There are a couple of curious things about this extended passage.  The first is that rather than simply being at the ocean, he wants to be behind a window, looking at the ocean. Metaphysically, this would suggest a separation from the object of his desire.  And yet, as he imagines the sunlight as surf, the sunlight penetrates the window and breaks over him.  The images and the way they are presented here have a dreamlike quality that continues throughout the song.  The thousand faces may also be suggestive of dreams where objects seem to change appearance and shape from moment to moment.

 In the following verse, it appears that he is looking out a window at a garden. “In the Garden paths take form,” but a hailstorm obscures the way.  There are “things forbidden, things unknown” and Bruce “must travel on alone.”  Capitalizing garden suggests that Bruce is referring to the Garden of Eden.  Eating the apple brought death into the world and forced the expulsion of Adam and Eve from the Garden.  So Bruce, like our Biblical forebears,  must leave.
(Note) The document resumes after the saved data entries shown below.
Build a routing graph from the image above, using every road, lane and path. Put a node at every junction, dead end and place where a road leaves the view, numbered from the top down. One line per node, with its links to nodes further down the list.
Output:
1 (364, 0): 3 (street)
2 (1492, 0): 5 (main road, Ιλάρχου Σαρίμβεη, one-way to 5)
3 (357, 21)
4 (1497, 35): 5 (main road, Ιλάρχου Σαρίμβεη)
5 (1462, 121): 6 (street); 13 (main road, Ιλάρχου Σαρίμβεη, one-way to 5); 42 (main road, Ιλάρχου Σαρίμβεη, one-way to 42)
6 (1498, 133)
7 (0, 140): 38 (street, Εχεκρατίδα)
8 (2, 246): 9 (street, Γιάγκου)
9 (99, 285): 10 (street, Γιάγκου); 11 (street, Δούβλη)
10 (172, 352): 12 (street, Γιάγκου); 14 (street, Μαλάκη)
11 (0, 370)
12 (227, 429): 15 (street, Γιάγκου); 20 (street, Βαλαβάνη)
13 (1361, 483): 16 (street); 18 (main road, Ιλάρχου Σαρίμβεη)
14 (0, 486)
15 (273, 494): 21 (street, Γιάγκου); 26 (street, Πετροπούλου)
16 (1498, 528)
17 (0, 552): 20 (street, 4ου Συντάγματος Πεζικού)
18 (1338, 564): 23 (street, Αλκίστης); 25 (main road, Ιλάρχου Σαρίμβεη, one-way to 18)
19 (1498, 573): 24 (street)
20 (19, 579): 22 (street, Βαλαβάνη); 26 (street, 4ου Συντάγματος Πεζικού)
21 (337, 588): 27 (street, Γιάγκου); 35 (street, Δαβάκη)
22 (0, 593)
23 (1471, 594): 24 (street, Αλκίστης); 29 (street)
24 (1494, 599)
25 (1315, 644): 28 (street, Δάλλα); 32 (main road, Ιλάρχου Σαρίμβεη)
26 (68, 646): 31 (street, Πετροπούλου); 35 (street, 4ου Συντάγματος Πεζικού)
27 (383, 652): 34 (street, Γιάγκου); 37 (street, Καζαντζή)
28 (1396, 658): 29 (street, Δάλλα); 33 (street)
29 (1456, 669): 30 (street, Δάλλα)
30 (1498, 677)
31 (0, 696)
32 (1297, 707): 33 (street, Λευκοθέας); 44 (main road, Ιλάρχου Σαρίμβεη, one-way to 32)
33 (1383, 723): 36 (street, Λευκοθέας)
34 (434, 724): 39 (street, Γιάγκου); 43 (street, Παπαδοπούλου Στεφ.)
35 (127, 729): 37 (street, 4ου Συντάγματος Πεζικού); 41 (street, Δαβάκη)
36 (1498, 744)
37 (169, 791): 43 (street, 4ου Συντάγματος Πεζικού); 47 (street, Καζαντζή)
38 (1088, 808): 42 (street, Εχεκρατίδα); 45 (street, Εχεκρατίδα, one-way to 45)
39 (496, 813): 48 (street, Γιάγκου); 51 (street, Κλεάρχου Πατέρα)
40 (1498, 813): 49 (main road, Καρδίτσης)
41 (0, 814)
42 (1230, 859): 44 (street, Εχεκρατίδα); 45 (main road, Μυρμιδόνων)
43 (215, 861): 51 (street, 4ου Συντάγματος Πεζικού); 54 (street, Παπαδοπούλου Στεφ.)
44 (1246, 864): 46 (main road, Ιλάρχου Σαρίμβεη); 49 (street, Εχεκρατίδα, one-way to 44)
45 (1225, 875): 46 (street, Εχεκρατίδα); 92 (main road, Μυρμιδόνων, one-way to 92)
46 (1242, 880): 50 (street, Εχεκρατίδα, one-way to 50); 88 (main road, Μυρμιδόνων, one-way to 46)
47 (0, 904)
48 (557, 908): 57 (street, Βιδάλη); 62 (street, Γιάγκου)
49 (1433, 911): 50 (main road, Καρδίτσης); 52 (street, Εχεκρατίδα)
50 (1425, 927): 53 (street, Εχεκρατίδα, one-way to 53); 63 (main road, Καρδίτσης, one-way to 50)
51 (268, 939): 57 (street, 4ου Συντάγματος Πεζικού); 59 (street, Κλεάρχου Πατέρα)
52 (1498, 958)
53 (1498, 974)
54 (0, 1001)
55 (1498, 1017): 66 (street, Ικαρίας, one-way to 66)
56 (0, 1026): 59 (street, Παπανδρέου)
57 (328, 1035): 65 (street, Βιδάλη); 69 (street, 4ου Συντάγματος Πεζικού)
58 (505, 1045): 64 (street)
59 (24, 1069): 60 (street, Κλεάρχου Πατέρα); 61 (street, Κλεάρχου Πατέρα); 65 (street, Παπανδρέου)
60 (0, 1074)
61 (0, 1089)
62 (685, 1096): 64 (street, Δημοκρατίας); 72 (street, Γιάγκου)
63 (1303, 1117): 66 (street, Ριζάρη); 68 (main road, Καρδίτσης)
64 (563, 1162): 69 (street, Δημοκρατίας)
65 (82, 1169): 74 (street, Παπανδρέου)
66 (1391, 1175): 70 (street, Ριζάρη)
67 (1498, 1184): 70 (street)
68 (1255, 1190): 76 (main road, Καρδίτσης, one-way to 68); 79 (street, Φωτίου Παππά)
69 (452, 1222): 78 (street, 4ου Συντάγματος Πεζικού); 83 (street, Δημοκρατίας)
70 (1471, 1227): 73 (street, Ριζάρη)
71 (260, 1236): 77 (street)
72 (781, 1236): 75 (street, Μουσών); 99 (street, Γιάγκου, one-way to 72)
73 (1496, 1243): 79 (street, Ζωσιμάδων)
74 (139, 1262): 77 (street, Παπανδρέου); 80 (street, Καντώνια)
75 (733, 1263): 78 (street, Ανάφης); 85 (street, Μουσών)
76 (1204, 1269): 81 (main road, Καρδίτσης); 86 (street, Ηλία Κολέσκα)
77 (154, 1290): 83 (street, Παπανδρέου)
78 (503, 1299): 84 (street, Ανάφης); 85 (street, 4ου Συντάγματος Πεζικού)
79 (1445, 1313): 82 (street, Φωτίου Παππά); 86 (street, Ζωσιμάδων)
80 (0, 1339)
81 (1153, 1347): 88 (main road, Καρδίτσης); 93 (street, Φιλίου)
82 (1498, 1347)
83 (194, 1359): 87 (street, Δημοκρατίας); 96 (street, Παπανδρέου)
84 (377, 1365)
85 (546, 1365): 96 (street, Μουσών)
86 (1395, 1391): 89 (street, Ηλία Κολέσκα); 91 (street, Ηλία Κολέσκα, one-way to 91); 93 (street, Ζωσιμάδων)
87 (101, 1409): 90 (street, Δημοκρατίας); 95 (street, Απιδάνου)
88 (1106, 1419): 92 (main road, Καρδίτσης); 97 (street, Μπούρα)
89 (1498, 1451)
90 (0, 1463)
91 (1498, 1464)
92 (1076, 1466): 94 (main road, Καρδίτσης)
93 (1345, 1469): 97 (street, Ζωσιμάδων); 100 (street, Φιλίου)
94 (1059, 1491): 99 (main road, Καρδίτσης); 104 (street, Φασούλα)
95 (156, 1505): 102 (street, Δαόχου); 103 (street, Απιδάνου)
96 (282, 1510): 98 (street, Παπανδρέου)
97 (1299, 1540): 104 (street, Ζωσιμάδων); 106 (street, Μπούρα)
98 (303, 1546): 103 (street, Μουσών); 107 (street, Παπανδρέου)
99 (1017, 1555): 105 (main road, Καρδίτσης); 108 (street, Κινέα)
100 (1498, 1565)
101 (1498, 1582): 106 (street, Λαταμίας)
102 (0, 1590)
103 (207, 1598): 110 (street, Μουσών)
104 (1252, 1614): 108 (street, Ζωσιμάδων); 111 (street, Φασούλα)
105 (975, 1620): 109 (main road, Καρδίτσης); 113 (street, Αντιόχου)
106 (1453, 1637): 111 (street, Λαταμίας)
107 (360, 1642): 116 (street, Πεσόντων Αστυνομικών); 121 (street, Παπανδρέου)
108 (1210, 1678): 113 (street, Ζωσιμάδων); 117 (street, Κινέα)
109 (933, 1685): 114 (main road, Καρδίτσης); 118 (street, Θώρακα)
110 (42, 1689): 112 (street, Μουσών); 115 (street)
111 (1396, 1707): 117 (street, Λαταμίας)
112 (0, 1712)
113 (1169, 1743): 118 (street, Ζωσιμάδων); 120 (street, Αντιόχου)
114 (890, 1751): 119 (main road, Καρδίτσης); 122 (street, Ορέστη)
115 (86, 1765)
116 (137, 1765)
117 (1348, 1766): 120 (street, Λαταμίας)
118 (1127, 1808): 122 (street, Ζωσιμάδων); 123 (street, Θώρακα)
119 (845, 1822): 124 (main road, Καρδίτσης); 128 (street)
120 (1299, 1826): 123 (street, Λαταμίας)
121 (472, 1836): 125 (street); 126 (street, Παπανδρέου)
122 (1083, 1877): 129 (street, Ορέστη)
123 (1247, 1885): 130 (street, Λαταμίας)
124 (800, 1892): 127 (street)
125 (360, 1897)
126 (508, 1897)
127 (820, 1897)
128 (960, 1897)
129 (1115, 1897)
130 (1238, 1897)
In the next verse, he says that, “In memorium friends come round/but the hard ground holds its own” which suggests something or someone has died.  “Time for pulling, time to ride” suggests to me the familiar Pete Seeger song Turn, Turn, Turn which comes from Ecclesiastes, where everything has a season and “a time to plant, a time to sow”.  Bruce says in the following line that it is “my turn, but where’s the guide?”  But as he said in the previous verse, he must travel alone.  There is no guide.  There is no one who knows the way.

Still he longs for the sea, “the jetty...and the gulls”, where “truth is hid.”  He asks a second time: “anybody here know/where such a place is?”  Having left the Garden, he’s stuck in a city whose towers are “jewels on the Serpent’s crown” and the space between them is twisted “till every eye is blinded.”  There is no help for him in this place, because everyone is blinded to the true reality.  Given the image of the serpent, it also suggests the inhabitants have been tempted and blinded by false knowledge.

Finally, he asks God to make a deal to end his agony and confusion:

 

Lord will you trade your sunlit ocean
With its writhing filigree
For any one of my thousand faces?

 

Bruce is enmeshed in a spiritual or existential dilemma.  He has a vision of where he needs to be, but he has no tools to help him get there.  Getting there truly would be a “hero’s journey” in Campbell’s parlance.  The question is whether God would make such a trade for one of his faces, particularly if they are simply false masks?  Or is there even a God to make that trade?

The image of “sunlit ocean/with its writhing filigree,” or more prosaically, the intricate, shimmering pattern of the sunlight sparkling on the water is something that will reappear in a number of songs, like a thread connecting them together. 

Thomas Merton has some very pertinent things to say on the subject of masks that have a bearing on this song.  He says in New Seeds of Contemplation that,

The problem of sanctity and salvation is in fact the problem of finding out who I am and of discovering my true self… God leaves us free to be whatever we like.  We can be ourselves or not, as we please.  We are at liberty to be real, or to be unreal.  We may be true or false, the choice is ours.  We may wear now one mask and now another, and never, if we so desire, appear with our own true face.[4]

In this light, Bruce’s dilemma is connecting with his true self.  The sea, the light, and truth are always with him.  They are hidden in plain sight in the illusions and falsehood of the exterior world.

 

 

[2] Bruce Cockburn. Answers to questions asked by the Humans discussion list. July-November 1995.  Quoted on http://www.cockburnproject.net.

[3] Bruce Cockburn and Greg King. Rumours of Glory, HarperOne, 2014, p. 29.

 

[4] Christine M. Bochen, ed., Thomas Merton: Essential Writings, Orbis Books, New York, NY, 2012, p. 55.